Terrible things happen every day, among the most terrible the things that human beings do to each other. In Nigeria, Boko Haram separatists have just assaulted a village and left hundreds, perhaps thousands dead. In Florida a man has just thrown his five-year-old daughter off a 65-foot-high bridge, an act so unbelievable and sickening that I have to stop and breathe deeply several times before I can finish this sentence. These and other horrors deserve as much attention, reproach, and effort to redress them as decent human beings can muster. But the murderous attack that took place last week at the offices of the satirical newspaper Charlie Hebdo is a special case of terror that requires, in addition to the responses above, that some things be said. Which is why I’m at the keyboard in the dark hours of the early morning to say them.
Except many have already said them more vehemently, more eloquently, and more convincingly than I expect to be able to. They’ve talked about the killings in Paris being abhorrent and utterly unjustified. About violence never being an appropriate reaction to the expression of an idea. About principles that can be threatened by words or pictures not being worth the holding. Nevertheless, I feel I have to say them again anyway. Why?
For one reason, because Thomas Nashe, the Elizabethan author who provided a name for this column, saw his writing forcibly suppressed. He was imprisoned briefly for his satire in 1593, and in 1597 co-produced a play called “The Isle of Dogs” that the authorities called “lewd” and “seditious.” His fellow playwright Ben Jonson was jailed, a fate Nashe escaped only by fleeing London. I owe him one.
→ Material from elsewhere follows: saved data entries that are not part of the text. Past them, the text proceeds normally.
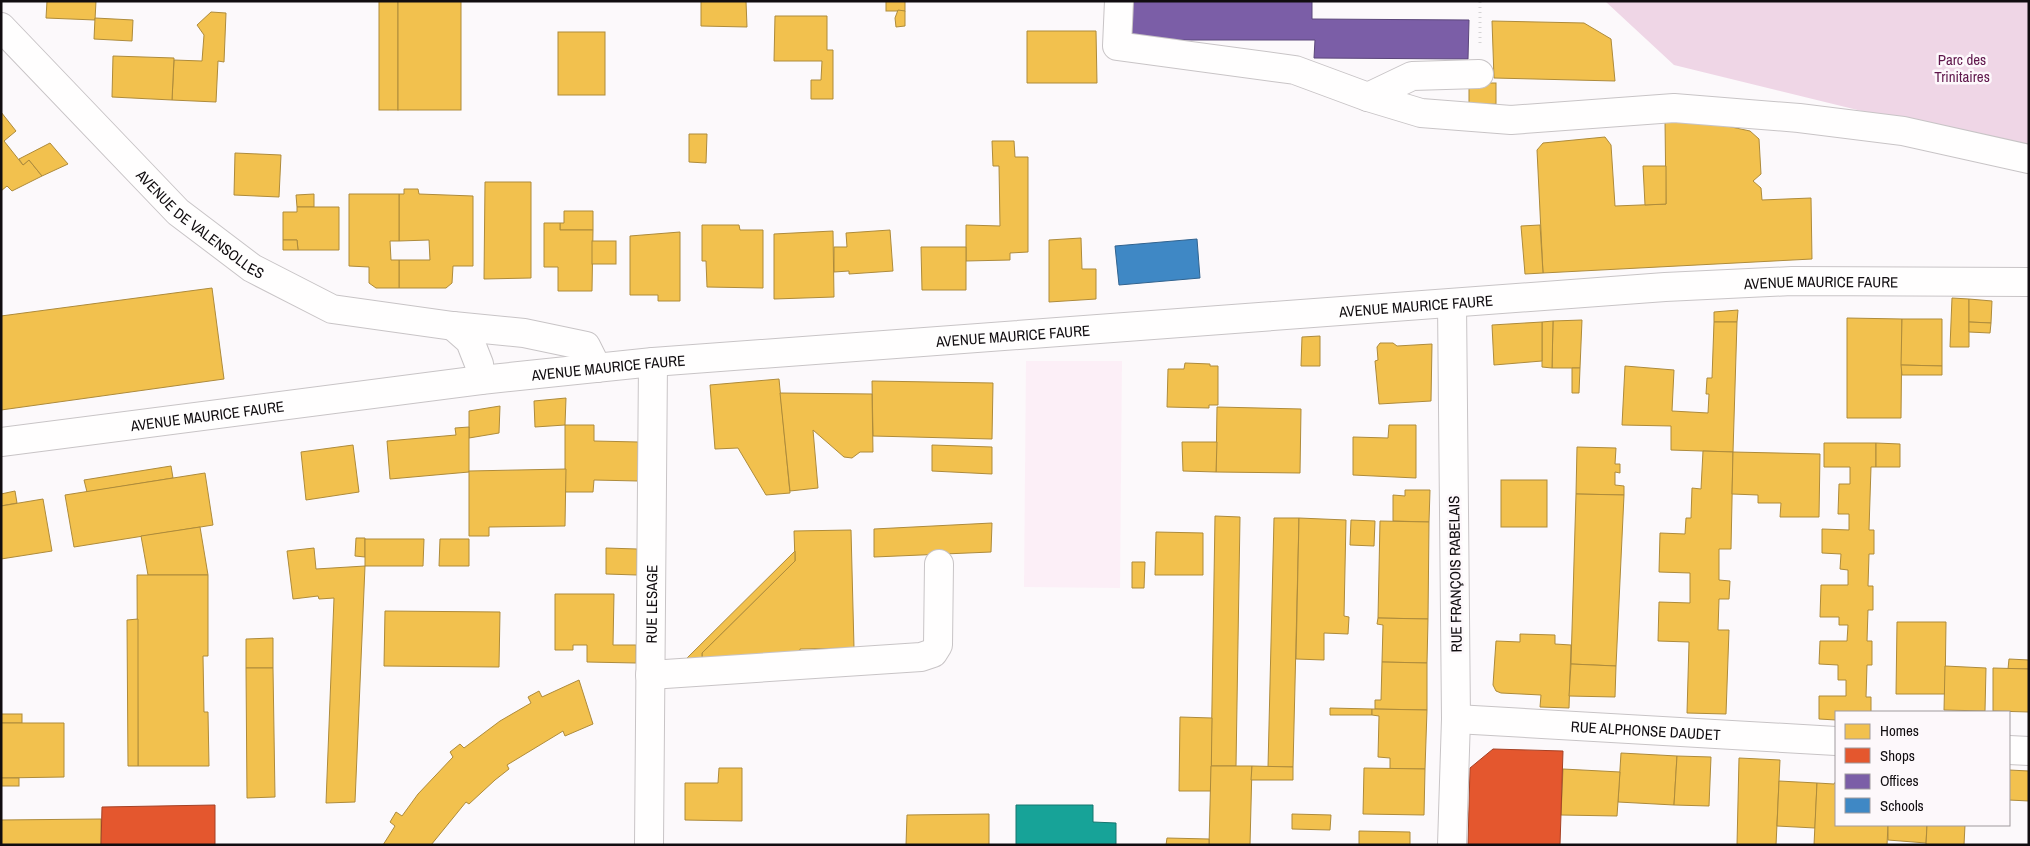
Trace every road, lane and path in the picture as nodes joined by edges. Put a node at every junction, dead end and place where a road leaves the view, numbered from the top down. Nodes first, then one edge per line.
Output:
1 (1119, 1) edge
2 (1480, 1) edge
3 (1, 27) edge
4 (1479, 74) joint
5 (1368, 98) junction
6 (2029, 159) edge
7 (2029, 282) edge
8 (1452, 303) junction
9 (454, 326) junction
10 (653, 362) junction
11 (597, 368) junction
12 (481, 380) junction
13 (1, 442) edge
14 (939, 564) dead end
15 (650, 675) junction
16 (1456, 719) junction
17 (1835, 741) edge
18 (2010, 750) edge
19 (2029, 751) edge
20 (649, 845) edge
21 (1452, 845) edge

1 - 5 street
2 - 4 path
3 - 9 street, AVENUE DE VALENSOLLES
4 - 5 street
5 - 6 street
7 - 8 street, AVENUE MAURICE FAURE
8 - 10 street, AVENUE MAURICE FAURE
8 - 16 street, RUE FRANÇOIS RABELAIS
9 - 11 street, AVENUE DE VALENSOLLES
9 - 12 street
10 - 11 street, AVENUE MAURICE FAURE
10 - 15 street, RUE LESAGE
11 - 12 street, AVENUE MAURICE FAURE
12 - 13 street, AVENUE MAURICE FAURE
14 - 15 street
15 - 20 street, RUE LESAGE
16 - 17 street, RUE ALPHONSE DAUDET
16 - 21 street, RUE FRANÇOIS RABELAIS
18 - 19 street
More to the point, because I’m a bookseller. By vocation, I promulgate the free exchange of ideas, and I’m a colleague of everyone who does the same. An attack on one of us is an attack on us all. So even though Charlie Hebdo, which was often crude and mean-spirited in its commentary, isn’t easy to like, it’s easy to defend. And so defend it I will, in the only way I can from 5000 miles away, by speaking up. So I’ll say, along with millions worldwide, je suis Charlie.
A very small thing to do, to be sure, but an important one. It’s an exercise of the First Amendment, a principle that’s as much a cornerstone of our society as democracy itself, in my opinion. I don’t generally subscribe to the notion that history is progressive, or that different societies can be ranked by superiority, but I do see the development of free speech as the most significant cultural improvement imaginable. Allowing people to think and speak as they like without censorship or fear of reprisal is an unmitigated good, and denying them that right is an unadulterated evil.
Independent bookstores are particularly well-poised and eager to fight this evil. When Salman Rushdie was subjected to a fatwā in 1989 for his Satanic Verses, we refused to buckle and continued to sell his novel, something that the corporate chains felt they couldn’t do. When a deadly car bomb exploded in 2007 and destroyed al-Mutanabbi Street, the center of intellectual life in Baghdad, the international literary community, led by an independent bookshop, rallied in support and brought the street back to life. And the next time freedom of expression is under the gun, we’ll step forward again to protect it. There’s not much in life I’ll say I’m proud of, but I’m proud of that.
James Crossley is a bookseller and blogger at Island Books on Mercer Island. His advice to anyone whose sensibilities are offended by a cartoon: Write a letter to the editor, organize a march, or for God’s sake, draw a better cartoon.